**Records shown**

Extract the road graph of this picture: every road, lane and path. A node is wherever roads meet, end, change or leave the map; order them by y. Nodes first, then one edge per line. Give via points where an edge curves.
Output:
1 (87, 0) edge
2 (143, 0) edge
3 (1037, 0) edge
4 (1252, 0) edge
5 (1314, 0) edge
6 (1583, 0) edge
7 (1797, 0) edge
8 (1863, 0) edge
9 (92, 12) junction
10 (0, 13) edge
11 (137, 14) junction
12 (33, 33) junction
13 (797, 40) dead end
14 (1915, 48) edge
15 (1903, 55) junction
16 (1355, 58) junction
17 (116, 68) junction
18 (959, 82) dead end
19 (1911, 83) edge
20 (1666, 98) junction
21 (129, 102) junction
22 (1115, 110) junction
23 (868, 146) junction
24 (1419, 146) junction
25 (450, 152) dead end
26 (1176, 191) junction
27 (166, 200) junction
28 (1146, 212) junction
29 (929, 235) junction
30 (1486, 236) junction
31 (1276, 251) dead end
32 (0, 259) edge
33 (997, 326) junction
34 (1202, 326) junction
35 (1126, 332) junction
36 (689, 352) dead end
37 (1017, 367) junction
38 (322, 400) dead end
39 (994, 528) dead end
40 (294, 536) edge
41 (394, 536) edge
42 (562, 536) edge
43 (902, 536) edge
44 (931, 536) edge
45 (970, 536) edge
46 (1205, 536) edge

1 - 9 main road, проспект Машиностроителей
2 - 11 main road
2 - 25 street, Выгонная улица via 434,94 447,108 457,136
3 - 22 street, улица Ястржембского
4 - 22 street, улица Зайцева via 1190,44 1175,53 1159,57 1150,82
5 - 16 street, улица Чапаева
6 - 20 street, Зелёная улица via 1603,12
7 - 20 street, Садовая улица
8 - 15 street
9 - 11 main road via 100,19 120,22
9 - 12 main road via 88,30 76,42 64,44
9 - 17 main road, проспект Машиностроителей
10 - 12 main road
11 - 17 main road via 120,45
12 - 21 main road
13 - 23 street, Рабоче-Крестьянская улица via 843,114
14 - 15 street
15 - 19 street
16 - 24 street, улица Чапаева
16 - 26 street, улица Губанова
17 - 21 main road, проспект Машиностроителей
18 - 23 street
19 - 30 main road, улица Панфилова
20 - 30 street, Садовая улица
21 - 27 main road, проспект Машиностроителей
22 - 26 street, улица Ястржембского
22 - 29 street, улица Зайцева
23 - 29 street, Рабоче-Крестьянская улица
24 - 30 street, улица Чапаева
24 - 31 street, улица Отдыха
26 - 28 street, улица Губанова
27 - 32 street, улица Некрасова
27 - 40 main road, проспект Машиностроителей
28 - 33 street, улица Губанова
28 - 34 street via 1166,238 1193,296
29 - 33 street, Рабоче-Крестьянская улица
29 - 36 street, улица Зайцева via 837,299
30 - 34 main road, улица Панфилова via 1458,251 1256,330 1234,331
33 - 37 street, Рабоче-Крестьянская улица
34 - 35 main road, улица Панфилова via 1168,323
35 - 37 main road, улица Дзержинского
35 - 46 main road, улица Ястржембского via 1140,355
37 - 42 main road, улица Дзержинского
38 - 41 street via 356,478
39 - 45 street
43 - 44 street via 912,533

**Task prompt**
With nothing added or dropped, write out the listing again.

**Expected output**
Extract the road graph of this picture: every road, lane and path. A node is wherever roads meet, end, change or leave the map; order them by y. Nodes first, then one edge per line. Give via points where an edge curves.
Output:
1 (87, 0) edge
2 (143, 0) edge
3 (1037, 0) edge
4 (1252, 0) edge
5 (1314, 0) edge
6 (1583, 0) edge
7 (1797, 0) edge
8 (1863, 0) edge
9 (92, 12) junction
10 (0, 13) edge
11 (137, 14) junction
12 (33, 33) junction
13 (797, 40) dead end
14 (1915, 48) edge
15 (1903, 55) junction
16 (1355, 58) junction
17 (116, 68) junction
18 (959, 82) dead end
19 (1911, 83) edge
20 (1666, 98) junction
21 (129, 102) junction
22 (1115, 110) junction
23 (868, 146) junction
24 (1419, 146) junction
25 (450, 152) dead end
26 (1176, 191) junction
27 (166, 200) junction
28 (1146, 212) junction
29 (929, 235) junction
30 (1486, 236) junction
31 (1276, 251) dead end
32 (0, 259) edge
33 (997, 326) junction
34 (1202, 326) junction
35 (1126, 332) junction
36 (689, 352) dead end
37 (1017, 367) junction
38 (322, 400) dead end
39 (994, 528) dead end
40 (294, 536) edge
41 (394, 536) edge
42 (562, 536) edge
43 (902, 536) edge
44 (931, 536) edge
45 (970, 536) edge
46 (1205, 536) edge

1 - 9 main road, проспект Машиностроителей
2 - 11 main road
2 - 25 street, Выгонная улица via 434,94 447,108 457,136
3 - 22 street, улица Ястржембского
4 - 22 street, улица Зайцева via 1190,44 1175,53 1159,57 1150,82
5 - 16 street, улица Чапаева
6 - 20 street, Зелёная улица via 1603,12
7 - 20 street, Садовая улица
8 - 15 street
9 - 11 main road via 100,19 120,22
9 - 12 main road via 88,30 76,42 64,44
9 - 17 main road, проспект Машиностроителей
10 - 12 main road
11 - 17 main road via 120,45
12 - 21 main road
13 - 23 street, Рабоче-Крестьянская улица via 843,114
14 - 15 street
15 - 19 street
16 - 24 street, улица Чапаева
16 - 26 street, улица Губанова
17 - 21 main road, проспект Машиностроителей
18 - 23 street
19 - 30 main road, улица Панфилова
20 - 30 street, Садовая улица
21 - 27 main road, проспект Машиностроителей
22 - 26 street, улица Ястржембского
22 - 29 street, улица Зайцева
23 - 29 street, Рабоче-Крестьянская улица
24 - 30 street, улица Чапаева
24 - 31 street, улица Отдыха
26 - 28 street, улица Губанова
27 - 32 street, улица Некрасова
27 - 40 main road, проспект Машиностроителей
28 - 33 street, улица Губанова
28 - 34 street via 1166,238 1193,296
29 - 33 street, Рабоче-Крестьянская улица
29 - 36 street, улица Зайцева via 837,299
30 - 34 main road, улица Панфилова via 1458,251 1256,330 1234,331
33 - 37 street, Рабоче-Крестьянская улица
34 - 35 main road, улица Панфилова via 1168,323
35 - 37 main road, улица Дзержинского
35 - 46 main road, улица Ястржембского via 1140,355
37 - 42 main road, улица Дзержинского
38 - 41 street via 356,478
39 - 45 street
43 - 44 street via 912,533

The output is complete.